By    |   Tuesday, 28 April 2009 04:03 PM

Veteran political strategist Roger Stone tells Newsmax that Sen. Arlen Specter, who is leaving the Republican Party to become a Democrat, will probably win re-election in 2010 — but can’t be counted on as a solid vote with the Democrats.

The Pennsylvania legislator’s decision shows more about the GOP than it does about the five-term Senator, according to Stone, who worked for Richard Nixon's campaign and later as a political strategist for Ronald Reagan's presidential campaigns in 1980 and 1984. [Editor's Note: See the full interview - Go Here Now]

Newsmax.TV’s Ashley Martella asked Stone for his take on the surprising move by Specter.

“First of all I think Arlen Specter is truly a moderate,” Stone said.

“He’s not a liberal. He’s not a conservative. He’s truly down the center, and sadly there’s really no more room for that kind of Republican in the Republican Party of Pennsylvania today.

“Specter was our best chance as a Republican to win that seat. Now you have a situation in which he was staring at political reality. He most likely would have lost the Republican primary and it would have been the end of his long congressional career. His chances now of being the Democratic nominee are quite strong, and my guess is that he will prevail in the general election yet again.

“This is more a commentary about the Republican Party than it is about Arlen Specter. The party is becoming more narrow and less diverse. It is no longer the open tent party of Ronald Reagan.

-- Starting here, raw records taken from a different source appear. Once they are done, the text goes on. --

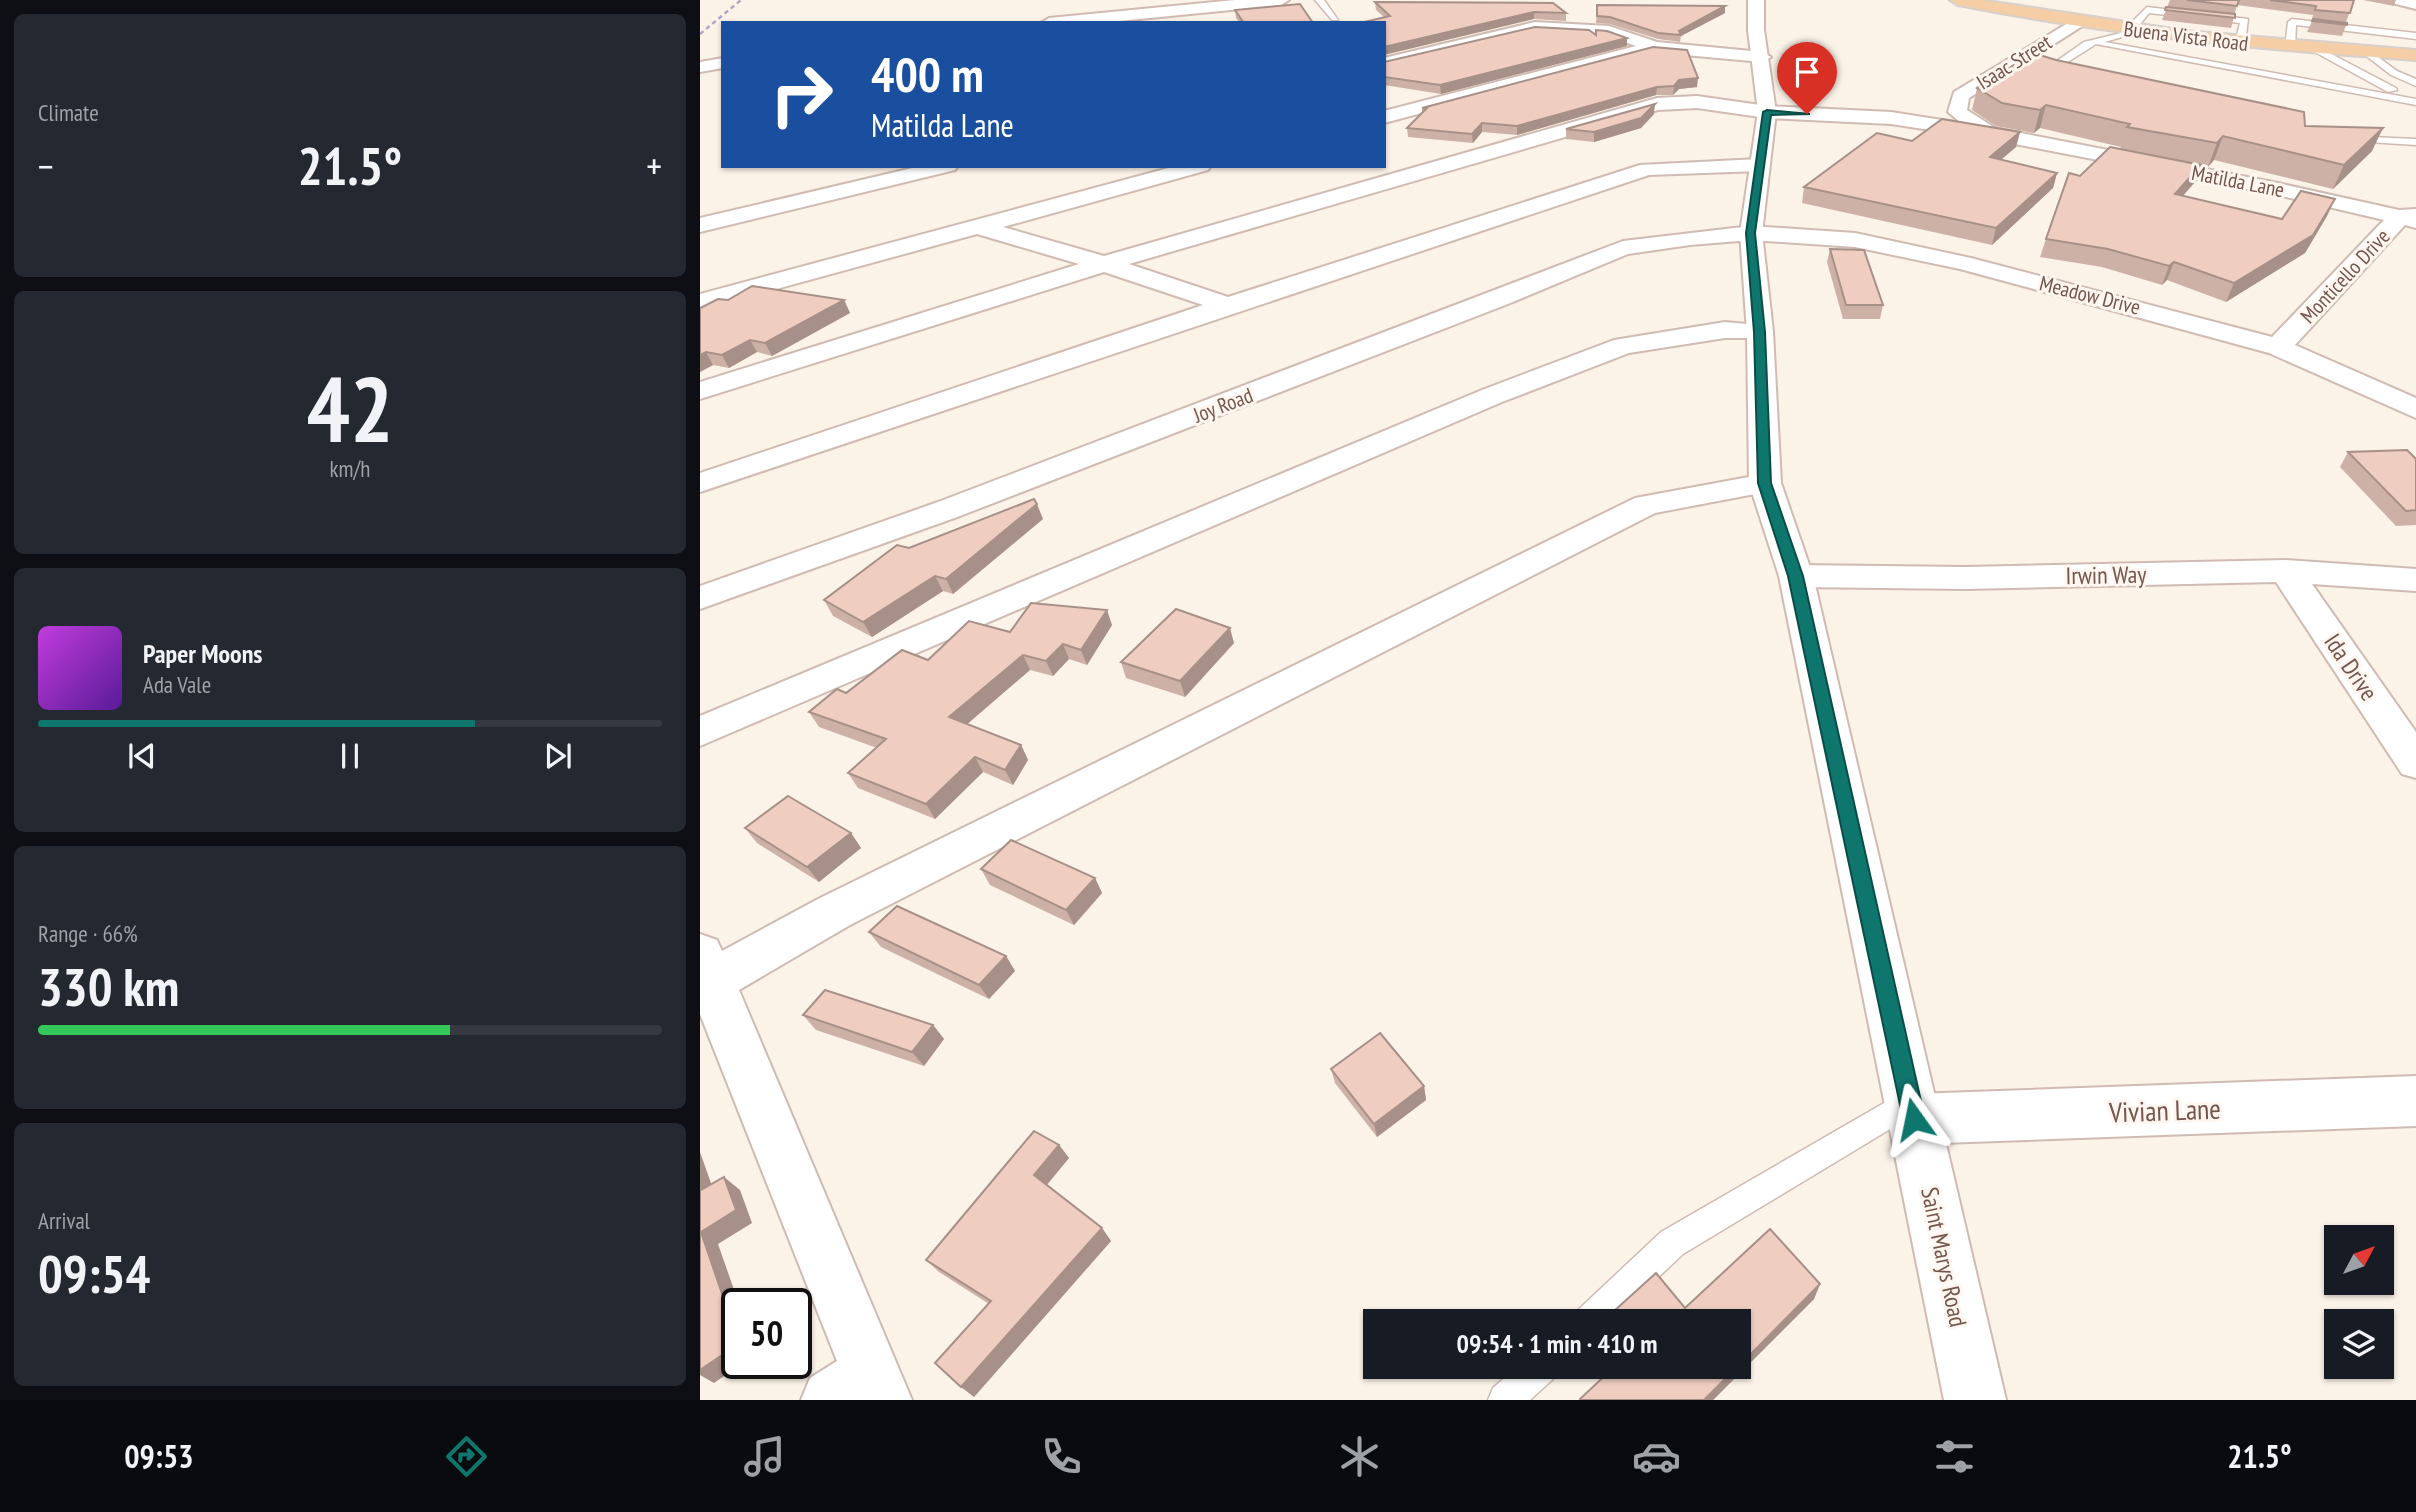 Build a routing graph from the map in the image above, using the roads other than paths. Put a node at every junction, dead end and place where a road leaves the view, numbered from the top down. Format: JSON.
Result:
{"nodes":[{"id":1,"x":1282,"y":0,"type":"edge"},
{"id":2,"x":1318,"y":0,"type":"edge"},
{"id":3,"x":1756,"y":0,"type":"edge"},
{"id":4,"x":1958,"y":0,"type":"edge"},
{"id":5,"x":2398,"y":0,"type":"edge"},
{"id":6,"x":1228,"y":3,"type":"edge"},
{"id":7,"x":2416,"y":4,"type":"edge"},
{"id":8,"x":1335,"y":18,"type":"dead end"},
{"id":9,"x":1067,"y":21,"type":"edge"},
{"id":10,"x":2078,"y":22,"type":"junction"},
{"id":11,"x":2136,"y":24,"type":"junction"},
{"id":12,"x":2416,"y":36,"type":"edge"},
{"id":13,"x":2241,"y":38,"type":"junction"},
{"id":14,"x":2359,"y":38,"type":"junction"},
{"id":15,"x":2387,"y":38,"type":"junction"},
{"id":16,"x":2291,"y":40,"type":"junction"},
{"id":17,"x":1395,"y":43,"type":"edge"},
{"id":18,"x":2091,"y":43,"type":"junction"},
{"id":19,"x":2416,"y":45,"type":"edge"},
{"id":20,"x":1652,"y":47,"type":"junction"},
{"id":21,"x":2316,"y":49,"type":"junction"},
{"id":22,"x":1418,"y":55,"type":"junction"},
{"id":23,"x":2416,"y":55,"type":"edge"},
{"id":24,"x":1762,"y":57,"type":"junction"},
{"id":25,"x":721,"y":63,"type":"edge"},
{"id":26,"x":1386,"y":63,"type":"edge"},
{"id":27,"x":700,"y":67,"type":"edge"},
{"id":28,"x":2061,"y":78,"type":"edge"},
{"id":29,"x":2416,"y":83,"type":"edge"},
{"id":30,"x":1960,"y":96,"type":"junction"},
{"id":31,"x":2416,"y":102,"type":"edge"},
{"id":32,"x":1767,"y":112,"type":"junction"},
{"id":33,"x":1386,"y":116,"type":"edge"},
{"id":34,"x":1891,"y":118,"type":"junction"},
{"id":35,"x":1989,"y":133,"type":"junction"},
{"id":36,"x":2336,"y":137,"type":"edge"},
{"id":37,"x":2416,"y":142,"type":"edge"},
{"id":38,"x":1759,"y":165,"type":"junction"},
{"id":39,"x":940,"y":168,"type":"edge"},
{"id":40,"x":1194,"y":168,"type":"edge"},
{"id":41,"x":2411,"y":218,"type":"edge"},
{"id":42,"x":700,"y":225,"type":"edge"},
{"id":43,"x":979,"y":226,"type":"junction"},
{"id":44,"x":1751,"y":233,"type":"junction"},
{"id":45,"x":1104,"y":264,"type":"junction"},
{"id":46,"x":700,"y":302,"type":"edge"},
{"id":47,"x":1228,"y":305,"type":"junction"},
{"id":48,"x":1760,"y":332,"type":"junction"},
{"id":49,"x":2278,"y":347,"type":"junction"},
{"id":50,"x":700,"y":391,"type":"edge"},
{"id":51,"x":2416,"y":408,"type":"edge"},
{"id":52,"x":700,"y":483,"type":"edge"},
{"id":53,"x":1765,"y":483,"type":"junction"},
{"id":54,"x":2286,"y":572,"type":"junction"},
{"id":55,"x":1796,"y":576,"type":"junction"},
{"id":56,"x":2416,"y":580,"type":"edge"},
{"id":57,"x":700,"y":598,"type":"edge"},
{"id":58,"x":700,"y":732,"type":"edge"},
{"id":59,"x":2416,"y":763,"type":"edge"},
{"id":60,"x":703,"y":974,"type":"edge"},
{"id":61,"x":2416,"y":1101,"type":"edge"},
{"id":62,"x":1912,"y":1110,"type":"junction"},
{"id":63,"x":1602,"y":1309,"type":"edge"},
{"id":64,"x":1528,"y":1379,"type":"edge"},
{"id":65,"x":862,"y":1391,"type":"edge"},
{"id":66,"x":1505,"y":1400,"type":"edge"},
{"id":67,"x":1975,"y":1400,"type":"edge"}],
"edges":[{"from":1,"to":6,"type":"street"},
{"from":2,"to":8,"type":"lane"},
{"from":3,"to":24,"type":"street","name":"Saint Marys Road"},
{"from":4,"to":10,"type":"main road","name":"Buena Vista Road"},
{"from":5,"to":7,"type":"street"},
{"from":6,"to":9,"type":"street"},
{"from":10,"to":11,"type":"main road","name":"Buena Vista Road"},
{"from":10,"to":30,"type":"street","name":"Isaac Street"},
{"from":11,"to":13,"type":"main road","name":"Buena Vista Road"},
{"from":11,"to":13,"type":"lane"},
{"from":11,"to":18,"type":"lane"},
{"from":12,"to":15,"type":"lane"},
{"from":13,"to":16,"type":"main road","name":"Buena Vista Road"},
{"from":14,"to":15,"type":"lane"},
{"from":14,"to":16,"type":"lane"},
{"from":14,"to":21,"type":"main road","name":"Buena Vista Road"},
{"from":14,"to":23,"type":"main road","name":"Buena Vista Road"},
{"from":14,"to":29,"type":"lane"},
{"from":15,"to":19,"type":"lane"},
{"from":16,"to":21,"type":"main road","name":"Buena Vista Road"},
{"from":17,"to":22,"type":"street"},
{"from":18,"to":28,"type":"lane"},
{"from":18,"to":31,"type":"lane"},
{"from":20,"to":22,"type":"street"},
{"from":20,"to":24,"type":"street"},
{"from":20,"to":33,"type":"street"},
{"from":21,"to":31,"type":"lane"},
{"from":22,"to":26,"type":"street"},
{"from":24,"to":32,"type":"street","name":"Saint Marys Road"},
{"from":25,"to":27,"type":"street"},
{"from":30,"to":34,"type":"street"},
{"from":30,"to":35,"type":"street","name":"Isaac Street"},
{"from":32,"to":34,"type":"street","name":"Matilda Lane"},
{"from":32,"to":38,"type":"street","name":"Saint Marys Road"},
{"from":32,"to":45,"type":"street","name":"Matilda Lane"},
{"from":34,"to":35,"type":"street","name":"Matilda Lane"},
{"from":35,"to":41,"type":"street","name":"Matilda Lane"},
{"from":36,"to":37,"type":"lane"},
{"from":38,"to":44,"type":"street","name":"Saint Marys Road"},
{"from":38,"to":47,"type":"street"},
{"from":39,"to":42,"type":"street"},
{"from":40,"to":43,"type":"street"},
{"from":41,"to":49,"type":"street","name":"Monticello Drive"},
{"from":43,"to":45,"type":"street"},
{"from":43,"to":46,"type":"street"},
{"from":44,"to":48,"type":"street","name":"Saint Marys Road"},
{"from":44,"to":49,"type":"street","name":"Meadow Drive"},
{"from":44,"to":57,"type":"street","name":"Joy Road"},
{"from":45,"to":47,"type":"street"},
{"from":45,"to":50,"type":"street","name":"Matilda Lane"},
{"from":47,"to":52,"type":"street"},
{"from":48,"to":53,"type":"street","name":"Saint Marys Road"},
{"from":48,"to":58,"type":"street"},
{"from":49,"to":51,"type":"street","name":"Meadow Drive"},
{"from":53,"to":55,"type":"street","name":"Saint Marys Road"},
{"from":53,"to":60,"type":"street"},
{"from":54,"to":55,"type":"street","name":"Irwin Way"},
{"from":54,"to":56,"type":"street","name":"Irwin Way"},
{"from":54,"to":59,"type":"street","name":"Ida Drive"},
{"from":55,"to":62,"type":"street","name":"Saint Marys Road"},
{"from":60,"to":65,"type":"street"},
{"from":61,"to":62,"type":"street","name":"Vivian Lane"},
{"from":62,"to":63,"type":"lane"},
{"from":62,"to":67,"type":"street","name":"Saint Marys Road"},
{"from":64,"to":66,"type":"lane"}]}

“Remember that Arlen Specter first got elected to the U.S. Senate on Ronald Reagan’s coattails, and the party was more tolerant and a broader party then. Today our party has become more ideological, more narrow, and therefore we’re more likely to nominate candidates who can’t win.

“I would remind you that Rick Santorum, as an incumbent conservative U.S. senator, lost Pennsylvania in his bid for re-election, and it wasn’t even close.”

Specter, the former chairman of the Senate Judiciary Committee, “will continue to vote right on some issues and wrong on others,” Stone told Newsmax.

“Without Arlen Specter, we would not have Clarence Thomas on the Supreme Court. We would not have John Roberts. We would not have Sam Alito. He’s done many good things.

“On the other hand I disagree with his [pro-]stimulus vote. I agree with his vote against union dues check-off just a few weeks ago.

“Specter is going to continue to confound. He’s going to continue to be unpredictable. But I would predict that he does get re-elected as a Democrat.”

Martella asked if Stone agrees with political analyst James Carville’s prediction that Democrats will stay in control for the next 40 years.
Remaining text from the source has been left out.